空中戦とあっては砂かけババアやぬりかべ、ネコ娘たちも手が出せない。 「せめて二手から攻撃できればのう・・・」 「任せて」顔をスス塗れにして駆け寄ってきたアニエスが箒に跨って飛び上がった。鬼太郎の反対側に回り込み、挟み撃ちの態勢をとった。 だが、バックベアードには「束になってこい」と嘲笑う余裕すらあった。バックベアードが目から怪光線を連発すると、二人は防戦一方に追い込まれていた。 「きゃあああ」バックベアードの怪光線がアニエスの箒を直撃した。箒が真っ二つになり、アニエスが空中から墜落していく。 「ちっ。アニエスに怪我させては」バックベアードが舌打ちした。ネコ娘が落下地点に向かって懸命に駆けたが間に合う距離ではない だが、地面に直撃する寸前、突如現れたアデルが気を失ったアニエスを抱きかかえていた。

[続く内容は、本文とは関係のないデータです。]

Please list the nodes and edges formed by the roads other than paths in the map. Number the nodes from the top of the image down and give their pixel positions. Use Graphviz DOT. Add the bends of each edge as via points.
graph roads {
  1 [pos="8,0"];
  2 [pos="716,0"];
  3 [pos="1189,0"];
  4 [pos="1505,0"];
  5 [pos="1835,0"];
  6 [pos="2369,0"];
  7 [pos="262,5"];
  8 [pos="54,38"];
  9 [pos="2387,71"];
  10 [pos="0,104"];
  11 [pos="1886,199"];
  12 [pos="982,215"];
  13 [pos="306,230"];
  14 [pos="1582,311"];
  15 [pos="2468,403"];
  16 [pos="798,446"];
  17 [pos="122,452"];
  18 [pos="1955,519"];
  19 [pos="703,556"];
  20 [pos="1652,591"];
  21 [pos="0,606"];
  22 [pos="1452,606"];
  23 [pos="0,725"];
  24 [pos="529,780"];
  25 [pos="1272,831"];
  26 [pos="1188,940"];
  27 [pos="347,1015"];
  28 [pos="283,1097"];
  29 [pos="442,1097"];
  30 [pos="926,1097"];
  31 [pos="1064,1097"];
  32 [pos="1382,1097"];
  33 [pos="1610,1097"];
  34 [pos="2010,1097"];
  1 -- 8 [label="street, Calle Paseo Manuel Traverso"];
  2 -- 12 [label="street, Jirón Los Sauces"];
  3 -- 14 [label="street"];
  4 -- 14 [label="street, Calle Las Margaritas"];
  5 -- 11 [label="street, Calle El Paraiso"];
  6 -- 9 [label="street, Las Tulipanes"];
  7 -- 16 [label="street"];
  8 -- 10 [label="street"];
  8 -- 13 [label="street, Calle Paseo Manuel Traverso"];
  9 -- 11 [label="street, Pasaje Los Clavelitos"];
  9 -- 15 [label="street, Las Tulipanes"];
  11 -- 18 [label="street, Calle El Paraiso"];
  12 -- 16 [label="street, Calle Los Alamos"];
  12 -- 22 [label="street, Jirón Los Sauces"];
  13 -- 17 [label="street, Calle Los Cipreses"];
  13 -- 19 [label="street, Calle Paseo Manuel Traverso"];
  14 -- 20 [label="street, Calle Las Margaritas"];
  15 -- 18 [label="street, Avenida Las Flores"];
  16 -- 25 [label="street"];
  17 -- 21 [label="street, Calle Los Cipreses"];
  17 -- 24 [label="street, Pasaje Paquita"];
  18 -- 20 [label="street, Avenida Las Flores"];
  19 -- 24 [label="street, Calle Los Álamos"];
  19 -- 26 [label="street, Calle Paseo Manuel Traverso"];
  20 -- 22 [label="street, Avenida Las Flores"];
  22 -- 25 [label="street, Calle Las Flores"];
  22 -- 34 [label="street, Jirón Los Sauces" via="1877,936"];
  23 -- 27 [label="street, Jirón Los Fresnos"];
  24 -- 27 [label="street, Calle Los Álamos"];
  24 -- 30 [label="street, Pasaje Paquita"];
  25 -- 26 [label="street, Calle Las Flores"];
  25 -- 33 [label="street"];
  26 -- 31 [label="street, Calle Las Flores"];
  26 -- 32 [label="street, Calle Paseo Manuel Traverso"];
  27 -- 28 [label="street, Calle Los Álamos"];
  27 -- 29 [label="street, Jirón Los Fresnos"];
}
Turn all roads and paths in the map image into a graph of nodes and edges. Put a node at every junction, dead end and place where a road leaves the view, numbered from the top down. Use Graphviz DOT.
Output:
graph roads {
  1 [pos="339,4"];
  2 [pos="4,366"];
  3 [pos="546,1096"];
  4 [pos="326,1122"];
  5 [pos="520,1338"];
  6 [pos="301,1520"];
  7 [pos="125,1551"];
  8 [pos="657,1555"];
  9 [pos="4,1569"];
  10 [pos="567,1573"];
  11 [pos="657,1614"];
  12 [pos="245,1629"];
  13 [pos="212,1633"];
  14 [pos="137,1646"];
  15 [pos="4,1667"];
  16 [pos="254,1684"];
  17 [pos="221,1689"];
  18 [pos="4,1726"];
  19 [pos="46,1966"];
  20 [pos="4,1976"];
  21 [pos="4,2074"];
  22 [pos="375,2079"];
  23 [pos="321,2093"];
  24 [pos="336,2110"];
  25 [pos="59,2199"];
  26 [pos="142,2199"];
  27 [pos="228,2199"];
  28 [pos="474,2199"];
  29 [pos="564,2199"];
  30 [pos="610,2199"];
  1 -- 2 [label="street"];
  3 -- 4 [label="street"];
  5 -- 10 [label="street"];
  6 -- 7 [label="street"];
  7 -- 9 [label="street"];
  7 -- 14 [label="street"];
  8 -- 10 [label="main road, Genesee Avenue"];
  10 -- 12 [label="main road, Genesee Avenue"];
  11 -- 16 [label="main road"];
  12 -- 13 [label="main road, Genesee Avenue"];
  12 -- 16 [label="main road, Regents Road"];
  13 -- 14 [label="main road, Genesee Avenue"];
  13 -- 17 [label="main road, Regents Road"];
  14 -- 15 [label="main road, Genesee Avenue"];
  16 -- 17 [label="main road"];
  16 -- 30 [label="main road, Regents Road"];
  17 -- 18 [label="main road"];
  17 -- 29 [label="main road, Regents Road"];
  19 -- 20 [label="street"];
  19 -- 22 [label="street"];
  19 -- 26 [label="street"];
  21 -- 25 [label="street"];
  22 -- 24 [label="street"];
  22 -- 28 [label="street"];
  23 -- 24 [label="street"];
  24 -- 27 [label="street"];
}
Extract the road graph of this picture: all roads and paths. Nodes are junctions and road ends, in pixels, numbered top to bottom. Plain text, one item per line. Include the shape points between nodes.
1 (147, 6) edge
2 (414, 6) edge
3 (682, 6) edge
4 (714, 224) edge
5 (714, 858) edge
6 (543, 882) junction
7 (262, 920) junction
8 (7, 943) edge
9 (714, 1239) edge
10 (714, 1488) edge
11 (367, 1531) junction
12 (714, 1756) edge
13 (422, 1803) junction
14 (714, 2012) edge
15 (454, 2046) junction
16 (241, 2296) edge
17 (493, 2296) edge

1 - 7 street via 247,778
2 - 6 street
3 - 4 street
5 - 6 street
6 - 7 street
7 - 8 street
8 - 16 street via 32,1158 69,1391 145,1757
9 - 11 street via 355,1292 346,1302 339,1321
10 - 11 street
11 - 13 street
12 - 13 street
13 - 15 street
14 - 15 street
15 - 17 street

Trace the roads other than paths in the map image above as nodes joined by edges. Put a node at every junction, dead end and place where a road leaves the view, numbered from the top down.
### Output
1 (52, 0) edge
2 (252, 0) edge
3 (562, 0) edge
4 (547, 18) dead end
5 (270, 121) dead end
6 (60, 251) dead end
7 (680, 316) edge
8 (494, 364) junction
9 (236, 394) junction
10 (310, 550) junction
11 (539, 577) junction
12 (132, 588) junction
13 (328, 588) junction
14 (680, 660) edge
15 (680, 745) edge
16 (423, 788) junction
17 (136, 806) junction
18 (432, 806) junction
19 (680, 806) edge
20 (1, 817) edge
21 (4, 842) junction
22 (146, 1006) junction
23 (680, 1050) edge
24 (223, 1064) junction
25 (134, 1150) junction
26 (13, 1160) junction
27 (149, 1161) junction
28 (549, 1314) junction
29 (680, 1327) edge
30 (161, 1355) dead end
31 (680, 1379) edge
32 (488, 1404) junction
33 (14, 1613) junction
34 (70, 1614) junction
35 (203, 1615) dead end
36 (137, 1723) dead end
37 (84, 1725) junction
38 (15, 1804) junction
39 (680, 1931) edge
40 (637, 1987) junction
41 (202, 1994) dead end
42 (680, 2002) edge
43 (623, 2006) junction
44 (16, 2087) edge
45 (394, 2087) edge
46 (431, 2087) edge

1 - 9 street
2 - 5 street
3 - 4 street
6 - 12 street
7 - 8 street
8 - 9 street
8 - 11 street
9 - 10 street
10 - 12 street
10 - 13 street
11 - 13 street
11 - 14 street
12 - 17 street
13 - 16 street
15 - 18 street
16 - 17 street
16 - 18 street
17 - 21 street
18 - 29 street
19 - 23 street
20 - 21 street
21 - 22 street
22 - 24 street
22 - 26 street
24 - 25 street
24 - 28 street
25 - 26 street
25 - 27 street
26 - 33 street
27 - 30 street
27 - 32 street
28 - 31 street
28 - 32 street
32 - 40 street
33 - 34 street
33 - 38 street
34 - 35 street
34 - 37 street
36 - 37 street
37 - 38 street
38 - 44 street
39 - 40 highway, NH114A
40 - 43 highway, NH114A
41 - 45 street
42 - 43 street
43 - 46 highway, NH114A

先ほど。 ようやく止んだ炎の雨が落下地点の周囲を焼き尽くす中、ヒナギクは唇を噛み、駆けだそうとした。 「待て、ヒナギク」呼び止めたのはアデルだった。「私を出してくれ」 「はあ?」ネズミ男は顔を歪めた。だがそれ以上に驚いたのは、ヒナギクが言われた通りに結界を解いたことである。 アデルが結界から歩み出てきたのを見て、ネズミ男は悲鳴を上げて走り去った。 「アニエスを助けるわよ」 「恩に着る」短く答えたアデルにヒナギクはもう一言告げた。「肝心なことは言葉にしなければ伝わらないわよ」かつての自分がそうだったからこそ、アデルにも気付いてほしかった。 俯いたアデルの背中に4枚の羽根が生えた。飛び去るアデルを見送ったヒナギクはアデルを閉じ込めていた結界に目を遣った。 「きっと・・・間違ってはいなかったはずよね」あの火の雨を浴び、結界が崩れて穴が開いていることには気付いていた。アデルは黙って逃げようと思えば逃げられた。それなのに結界を解かれるまでは決して自分から出ようとはしなかった。 改めてヒナギクはアデルが飛び去ったその先に目を向けた。巨大な目玉が鬼太郎たちと空中で戦っているのが見える。感傷に浸っている場合ではない。すぐに行かないと。 白桜をスノーボードやサーフィンの要領で使えば自分も空を飛べる。その代わり、手元に武器はない。特攻覚悟で体当たりして白桜の剣先を突き立てるしかない、と思い決めた。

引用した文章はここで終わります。